So the models arrived yesterday and as a person I have NO restraint what so ever I immediately put together two units of infantry for Bull Run to Gettysburg. 

And here's the first unit finished:



















...well, mostly. They still need basing obviously. 40 by 40mm, four models per base, five bases per unit. The weird thing is that all these boxes came with bases that are essentially 40mm by 45mm. Kind of annoying but oh well. I guess I'll just cut them up. If I just use the slightly larger bases I KNOW I'll regret it.

...and the second unit:









I planned to use my initial impetus for painting very rag-tag looking regiment (every unit will represent a different regiment I thought) so that's the first unit I did. Hope you like them so far.  It's a bit problematic that I get a bit less than two units out of each box of generic ACW infantry so maybe from the second box I'll build one more unit, then get a box of Confederate infantry and mix and match three units out of that and the remaining figures from the generic boxes. I've been discouraged to go for mixing the ACW infantry box and Confederates infantry box models but I guess I can't resist getting one box of Confederate infantry, just for testing. Oh, and I'll need Zouaves.

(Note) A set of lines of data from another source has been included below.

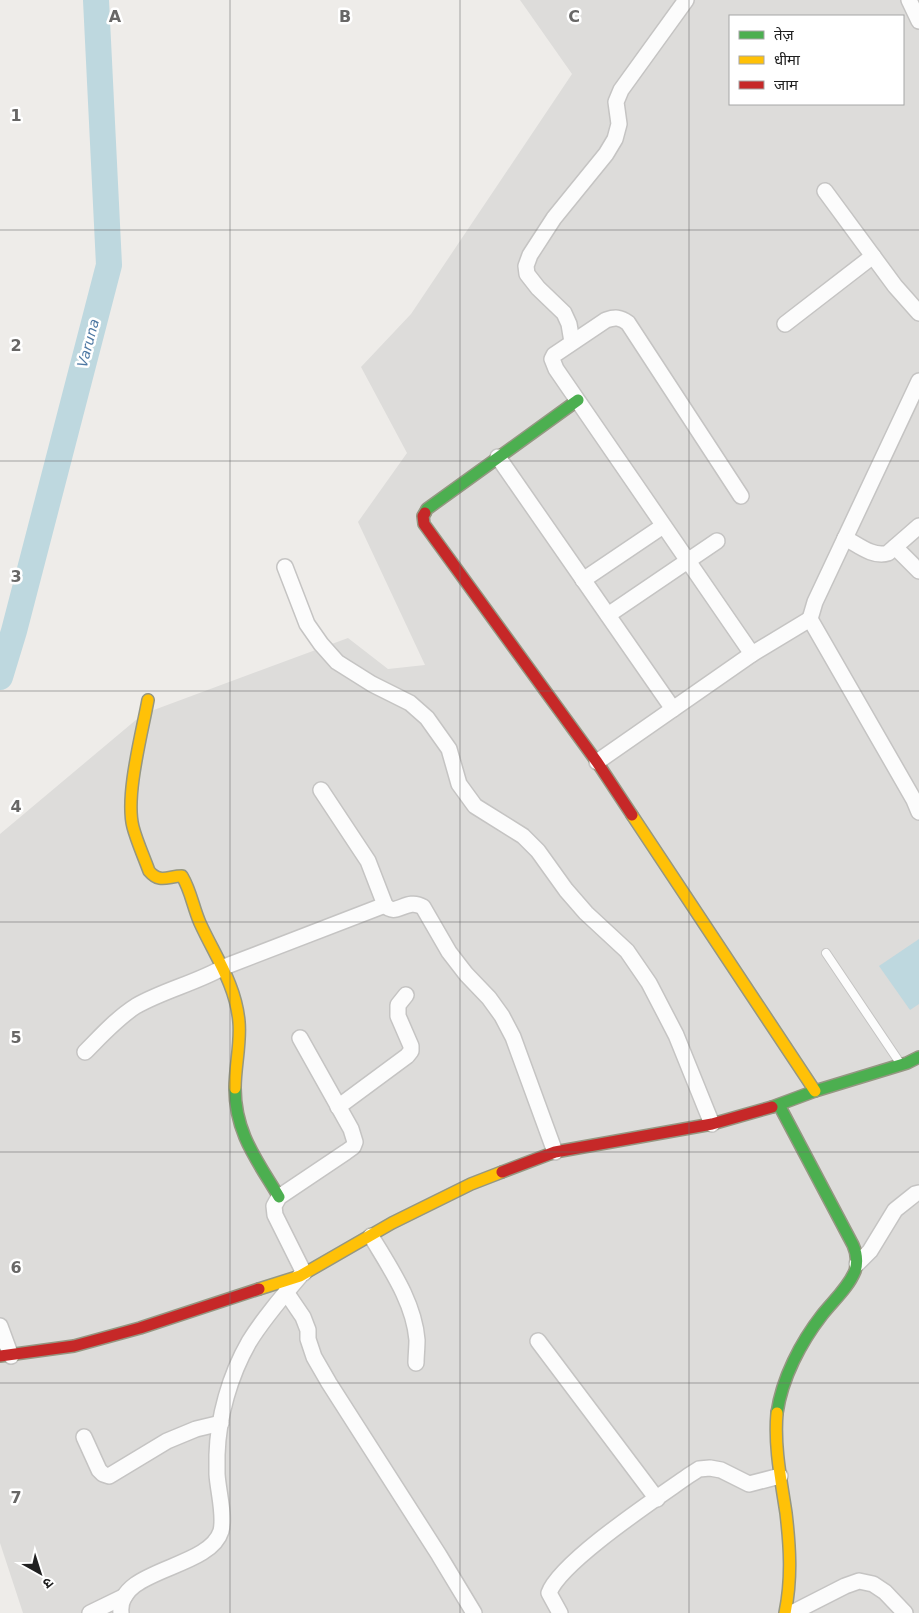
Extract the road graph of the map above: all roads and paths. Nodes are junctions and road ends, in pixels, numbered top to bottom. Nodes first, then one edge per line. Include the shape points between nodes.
1 (686, 0) edge
2 (908, 0) edge
3 (919, 21) edge
4 (825, 191) dead end
5 (873, 256) junction
6 (919, 313) edge
7 (784, 324) dead end
8 (572, 342) junction
9 (919, 381) edge
10 (578, 400) junction
11 (498, 458) junction
12 (741, 496) dead end
13 (663, 526) junction
14 (919, 526) edge
15 (845, 538) junction
16 (717, 541) dead end
17 (894, 547) junction
18 (688, 562) junction
19 (285, 568) dead end
20 (919, 571) edge
21 (583, 580) junction
22 (608, 615) junction
23 (810, 619) junction
24 (752, 654) junction
25 (148, 700) dead end
26 (673, 709) junction
27 (597, 762) junction
28 (320, 790) dead end
29 (919, 812) edge
30 (385, 905) junction
31 (826, 953) dead end
32 (224, 967) junction
33 (406, 994) dead end
34 (300, 1038) dead end
35 (85, 1052) dead end
36 (919, 1057) edge
37 (901, 1064) junction
38 (815, 1091) junction
39 (779, 1105) junction
40 (338, 1107) junction
41 (712, 1124) junction
42 (555, 1152) junction
43 (918, 1193) edge
44 (279, 1197) junction
45 (371, 1236) junction
46 (857, 1264) junction
47 (302, 1275) junction
48 (286, 1292) junction
49 (0, 1326) edge
50 (538, 1341) dead end
51 (5, 1356) edge
52 (416, 1364) dead end
53 (221, 1423) junction
54 (84, 1436) dead end
55 (780, 1476) junction
56 (657, 1499) junction
57 (125, 1596) junction
58 (90, 1613) edge
59 (121, 1613) edge
60 (474, 1613) edge
61 (560, 1613) edge
62 (785, 1613) edge
63 (792, 1613) edge
64 (905, 1613) edge

1 - 8 street via 620,90 616,102 620,124 606,154 554,218 526,266 527,274 538,288 564,313
2 - 3 street
4 - 5 street
5 - 6 street
5 - 7 street
8 - 10 street via 552,359
8 - 12 street via 606,320 615,318 628,323
9 - 15 street
10 - 11 street
10 - 13 street
11 - 21 street
11 - 27 street via 427,509 423,516 424,524
13 - 18 street
13 - 21 street
14 - 17 street
15 - 17 street via 874,554 888,553
15 - 23 street
16 - 18 street
17 - 20 street
18 - 22 street
18 - 24 street
19 - 41 street via 307,624 337,662 410,703 427,718 449,749 459,784 475,806 523,836 586,913 627,951 649,982 676,1035
21 - 22 street
22 - 26 street
23 - 24 street
23 - 29 street
24 - 26 street
25 - 32 street via 133,785 133,826 154,877 182,876 186,882 200,921
26 - 27 street
27 - 38 street
28 - 30 street via 368,861
30 - 32 street
30 - 42 street via 392,910 410,903 423,907 449,952 502,1016 513,1037
31 - 37 lane
32 - 35 street via 135,1007
32 - 44 street via 239,1021 234,1083 239,1126
33 - 40 street via 398,1005 398,1016 411,1051
34 - 40 street
36 - 37 street
37 - 38 street
38 - 39 street
39 - 41 street
39 - 46 street via 853,1245
40 - 44 street via 354,1136 353,1147
41 - 42 street
42 - 45 street via 471,1184
43 - 46 street via 895,1210 874,1245
44 - 47 street via 274,1206 275,1215
45 - 47 street
45 - 52 street via 406,1298 417,1340
46 - 55 street via 850,1279 818,1320 797,1356 781,1394 776,1425
47 - 48 street
47 - 51 street via 140,1328 74,1346
48 - 53 street via 249,1342 240,1360
48 - 60 street via 303,1317 314,1357 329,1383
49 - 51 street
50 - 56 street
53 - 54 street via 167,1441 109,1476 99,1470
53 - 57 street via 217,1474 221,1532 202,1554 154,1574
55 - 56 street via 749,1484 721,1470 700,1469
55 - 62 street via 791,1564
56 - 61 street via 588,1550 551,1587 551,1599
57 - 58 street
57 - 59 street
63 - 64 street via 859,1581 879,1588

On Monday fate seemed to have acknowledged that I've been a good boy and painted a lot of figures over the weekend so I found this in the mail:











Aaw yeah, Longstreet rules and cards. I hope too that I can get a game in some time soon but then I still need to do a lot of painting. Realistically, I wouldn't expect to play any time before Christmas/early next year. We only play with painted models of course. And I love it.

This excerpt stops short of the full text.